What you have to do: Take the lines below beginning at the line that has "middle dip: (563, 153)" and stopping after the line that has "pinky tip: (714, 248)", and print them exactly as they are, with no other lines.
*** Supplied records Section Begins ***
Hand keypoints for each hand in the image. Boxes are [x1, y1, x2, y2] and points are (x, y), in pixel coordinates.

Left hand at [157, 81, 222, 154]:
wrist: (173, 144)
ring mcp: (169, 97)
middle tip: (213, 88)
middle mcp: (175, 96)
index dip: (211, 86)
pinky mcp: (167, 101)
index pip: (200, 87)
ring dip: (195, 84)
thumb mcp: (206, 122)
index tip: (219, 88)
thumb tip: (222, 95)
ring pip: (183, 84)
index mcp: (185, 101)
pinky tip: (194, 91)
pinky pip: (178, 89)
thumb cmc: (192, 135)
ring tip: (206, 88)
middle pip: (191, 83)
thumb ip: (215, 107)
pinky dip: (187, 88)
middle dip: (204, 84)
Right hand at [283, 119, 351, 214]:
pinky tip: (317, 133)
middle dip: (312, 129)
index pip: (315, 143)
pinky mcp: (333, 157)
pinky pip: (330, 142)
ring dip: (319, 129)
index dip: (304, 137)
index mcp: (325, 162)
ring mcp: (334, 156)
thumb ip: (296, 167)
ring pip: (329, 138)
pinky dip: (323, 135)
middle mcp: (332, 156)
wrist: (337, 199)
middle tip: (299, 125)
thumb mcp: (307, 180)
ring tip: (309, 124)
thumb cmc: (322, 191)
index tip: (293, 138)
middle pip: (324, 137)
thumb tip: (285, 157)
*** Supplied records Section Ends ***
*** Supplied records Section Begins ***
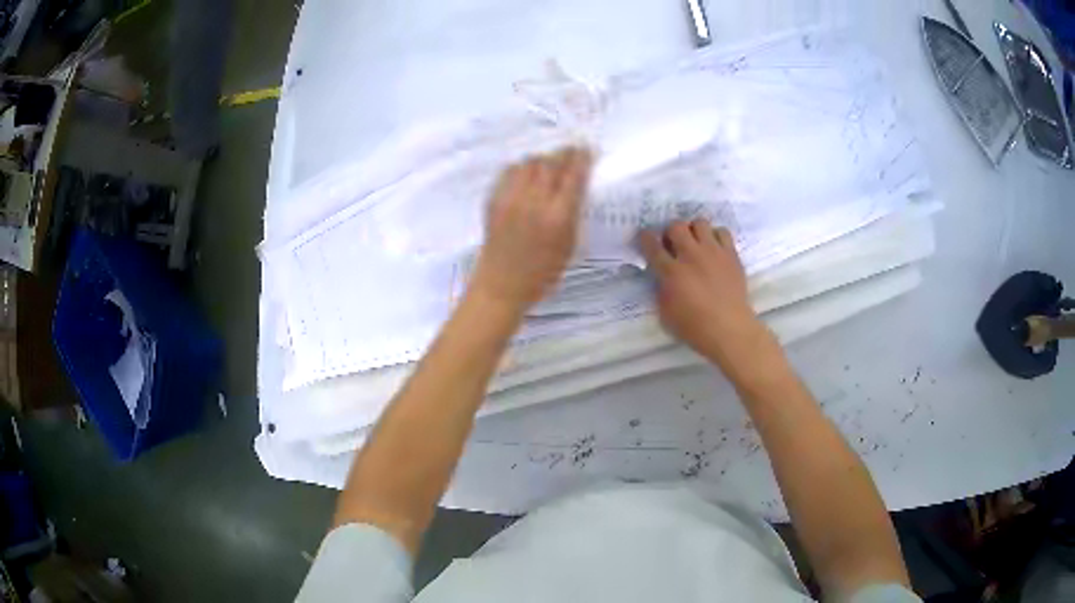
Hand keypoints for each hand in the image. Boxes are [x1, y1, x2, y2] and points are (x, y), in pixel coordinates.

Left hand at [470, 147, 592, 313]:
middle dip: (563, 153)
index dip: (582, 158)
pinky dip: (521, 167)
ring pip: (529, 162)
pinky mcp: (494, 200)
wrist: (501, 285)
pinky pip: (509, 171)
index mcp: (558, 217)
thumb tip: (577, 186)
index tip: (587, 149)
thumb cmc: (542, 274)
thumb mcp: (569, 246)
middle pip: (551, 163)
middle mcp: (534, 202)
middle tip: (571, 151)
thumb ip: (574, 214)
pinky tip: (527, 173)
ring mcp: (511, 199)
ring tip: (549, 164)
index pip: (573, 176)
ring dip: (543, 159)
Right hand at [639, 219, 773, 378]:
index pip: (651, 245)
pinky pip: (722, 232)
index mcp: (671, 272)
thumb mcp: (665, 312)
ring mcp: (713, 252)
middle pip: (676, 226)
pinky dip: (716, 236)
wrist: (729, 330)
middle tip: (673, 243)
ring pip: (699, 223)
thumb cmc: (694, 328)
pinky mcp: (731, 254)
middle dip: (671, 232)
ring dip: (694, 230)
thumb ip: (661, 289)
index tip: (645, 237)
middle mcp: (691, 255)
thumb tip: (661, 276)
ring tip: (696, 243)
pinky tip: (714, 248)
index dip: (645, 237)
*** Supplied records Section Ends ***
*** Supplied records Section Begins ***
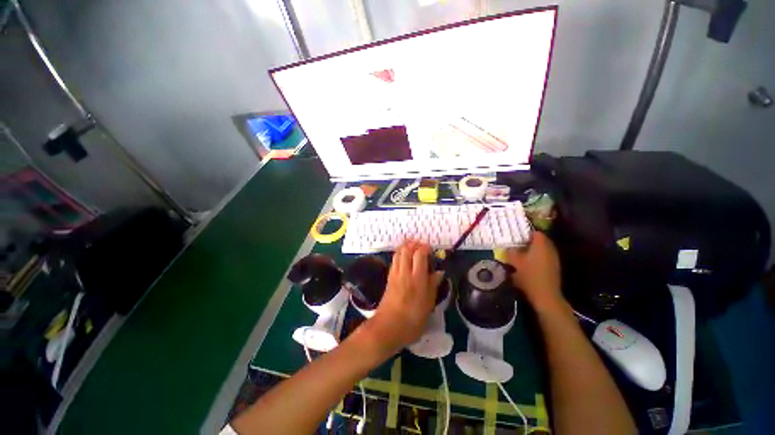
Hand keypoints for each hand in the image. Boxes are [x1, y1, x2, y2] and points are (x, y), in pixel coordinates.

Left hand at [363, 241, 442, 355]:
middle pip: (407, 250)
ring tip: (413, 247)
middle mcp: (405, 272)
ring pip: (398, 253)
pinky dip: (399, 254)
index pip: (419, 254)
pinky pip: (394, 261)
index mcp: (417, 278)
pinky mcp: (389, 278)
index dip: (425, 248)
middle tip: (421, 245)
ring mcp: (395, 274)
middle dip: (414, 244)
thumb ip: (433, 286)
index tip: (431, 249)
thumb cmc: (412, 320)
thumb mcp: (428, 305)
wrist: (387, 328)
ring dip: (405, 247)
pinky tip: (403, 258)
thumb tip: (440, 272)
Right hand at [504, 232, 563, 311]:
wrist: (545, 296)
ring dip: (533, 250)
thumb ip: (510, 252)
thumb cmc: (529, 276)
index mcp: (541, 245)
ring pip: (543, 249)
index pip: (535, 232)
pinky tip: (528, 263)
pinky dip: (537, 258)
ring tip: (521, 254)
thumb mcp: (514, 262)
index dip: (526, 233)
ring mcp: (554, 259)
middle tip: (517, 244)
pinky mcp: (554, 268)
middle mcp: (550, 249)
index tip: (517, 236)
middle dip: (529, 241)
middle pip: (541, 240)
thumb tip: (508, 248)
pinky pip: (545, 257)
*** Supplied records Section Ends ***
Output below:
middle dip: (563, 153)
index dip: (582, 158)
pinky dip: (521, 167)
ring pip: (529, 162)
pinky mcp: (494, 200)
wrist: (501, 285)
pinky pip: (509, 171)
index mcp: (558, 217)
thumb tip: (577, 186)
index tip: (587, 149)
thumb cmc: (542, 274)
thumb mcp: (569, 246)
middle pip: (551, 163)
middle mcp: (534, 202)
middle tip: (571, 151)
thumb ip: (574, 214)
pinky tip: (527, 173)
ring mcp: (511, 199)
ring tip: (549, 164)
index pip: (573, 176)
ring dip: (543, 159)
Right hand at [639, 219, 773, 378]:
index pip: (651, 245)
pinky pip: (722, 232)
index mcp: (671, 272)
thumb mcp: (665, 312)
ring mcp: (713, 252)
middle pip: (676, 226)
pinky dip: (716, 236)
wrist: (729, 330)
middle tip: (673, 243)
ring pip: (699, 223)
thumb cmc: (694, 328)
pinky mcp: (731, 254)
middle dip: (671, 232)
ring dip: (694, 230)
thumb ip: (661, 289)
index tip: (645, 237)
middle mcp: (691, 255)
thumb tip: (661, 276)
ring tip: (696, 243)
pinky tip: (714, 248)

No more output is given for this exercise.